> _TASK OBJECTIVE_
Keep every line in which "that" occurs and drop the rest of the data.

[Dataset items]
★ ★ ★
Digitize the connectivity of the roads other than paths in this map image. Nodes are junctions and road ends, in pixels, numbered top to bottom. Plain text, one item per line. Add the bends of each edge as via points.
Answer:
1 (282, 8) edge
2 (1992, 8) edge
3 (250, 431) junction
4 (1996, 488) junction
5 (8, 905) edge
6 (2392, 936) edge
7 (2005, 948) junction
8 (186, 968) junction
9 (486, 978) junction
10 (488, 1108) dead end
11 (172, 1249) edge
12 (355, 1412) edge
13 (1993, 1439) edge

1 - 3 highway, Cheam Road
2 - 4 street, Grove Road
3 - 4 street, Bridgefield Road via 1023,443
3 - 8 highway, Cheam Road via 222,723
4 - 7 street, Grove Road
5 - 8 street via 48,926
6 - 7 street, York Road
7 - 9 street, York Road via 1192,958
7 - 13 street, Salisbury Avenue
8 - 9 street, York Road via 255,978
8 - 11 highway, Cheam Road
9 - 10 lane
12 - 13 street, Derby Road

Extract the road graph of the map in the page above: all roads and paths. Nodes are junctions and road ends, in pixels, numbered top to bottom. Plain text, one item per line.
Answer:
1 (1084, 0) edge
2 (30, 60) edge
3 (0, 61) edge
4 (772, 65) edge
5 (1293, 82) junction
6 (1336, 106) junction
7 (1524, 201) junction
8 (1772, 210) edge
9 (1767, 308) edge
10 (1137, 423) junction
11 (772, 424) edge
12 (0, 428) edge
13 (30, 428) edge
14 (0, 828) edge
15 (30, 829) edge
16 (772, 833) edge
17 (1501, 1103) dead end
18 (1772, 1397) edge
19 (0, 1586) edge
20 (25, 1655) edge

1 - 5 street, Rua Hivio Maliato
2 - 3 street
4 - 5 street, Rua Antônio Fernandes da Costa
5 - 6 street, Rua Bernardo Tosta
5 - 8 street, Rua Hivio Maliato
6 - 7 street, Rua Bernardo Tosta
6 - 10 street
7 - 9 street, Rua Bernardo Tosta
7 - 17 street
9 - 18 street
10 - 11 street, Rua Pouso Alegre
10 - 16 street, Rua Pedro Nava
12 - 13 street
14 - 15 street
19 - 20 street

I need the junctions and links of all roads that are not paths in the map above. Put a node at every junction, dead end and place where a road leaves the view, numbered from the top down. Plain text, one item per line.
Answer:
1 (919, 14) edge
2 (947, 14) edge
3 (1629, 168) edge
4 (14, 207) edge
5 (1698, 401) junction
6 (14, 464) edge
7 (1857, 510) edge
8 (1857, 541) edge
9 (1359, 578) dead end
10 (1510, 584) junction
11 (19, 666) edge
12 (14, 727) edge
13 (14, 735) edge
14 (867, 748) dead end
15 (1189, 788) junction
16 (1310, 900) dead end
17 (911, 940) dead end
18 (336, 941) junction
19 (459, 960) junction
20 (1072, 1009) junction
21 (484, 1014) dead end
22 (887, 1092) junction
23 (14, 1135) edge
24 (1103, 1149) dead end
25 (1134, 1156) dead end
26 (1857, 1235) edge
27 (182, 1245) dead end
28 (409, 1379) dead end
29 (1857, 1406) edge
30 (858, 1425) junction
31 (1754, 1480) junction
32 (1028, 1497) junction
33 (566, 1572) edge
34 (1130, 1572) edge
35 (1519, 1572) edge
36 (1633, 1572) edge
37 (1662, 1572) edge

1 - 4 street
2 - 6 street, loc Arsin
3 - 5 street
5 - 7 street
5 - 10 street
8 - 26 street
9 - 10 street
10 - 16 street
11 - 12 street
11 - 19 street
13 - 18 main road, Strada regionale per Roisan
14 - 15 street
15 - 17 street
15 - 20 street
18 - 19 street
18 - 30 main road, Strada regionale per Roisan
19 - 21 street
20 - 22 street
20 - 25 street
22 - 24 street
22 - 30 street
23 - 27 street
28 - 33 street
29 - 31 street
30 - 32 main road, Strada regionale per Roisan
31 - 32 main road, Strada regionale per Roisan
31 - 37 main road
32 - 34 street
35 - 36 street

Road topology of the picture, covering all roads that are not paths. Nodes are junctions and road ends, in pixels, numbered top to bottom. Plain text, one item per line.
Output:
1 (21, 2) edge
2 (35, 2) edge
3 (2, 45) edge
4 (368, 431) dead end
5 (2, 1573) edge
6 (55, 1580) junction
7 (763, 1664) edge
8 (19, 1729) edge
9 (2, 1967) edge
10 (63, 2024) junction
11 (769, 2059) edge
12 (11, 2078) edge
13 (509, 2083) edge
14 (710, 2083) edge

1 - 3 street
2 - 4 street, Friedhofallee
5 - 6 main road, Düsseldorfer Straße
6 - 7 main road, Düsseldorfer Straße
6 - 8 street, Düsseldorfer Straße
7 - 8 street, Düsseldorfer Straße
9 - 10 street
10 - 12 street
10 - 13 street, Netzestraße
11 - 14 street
★ ★ ★
> _THE ANSWER_
I need the junctions and links of all roads that are not paths in the map above. Put a node at every junction, dead end and place where a road leaves the view, numbered from the top down. Plain text, one item per line.
Road topology of the picture, covering all roads that are not paths. Nodes are junctions and road ends, in pixels, numbered top to bottom. Plain text, one item per line.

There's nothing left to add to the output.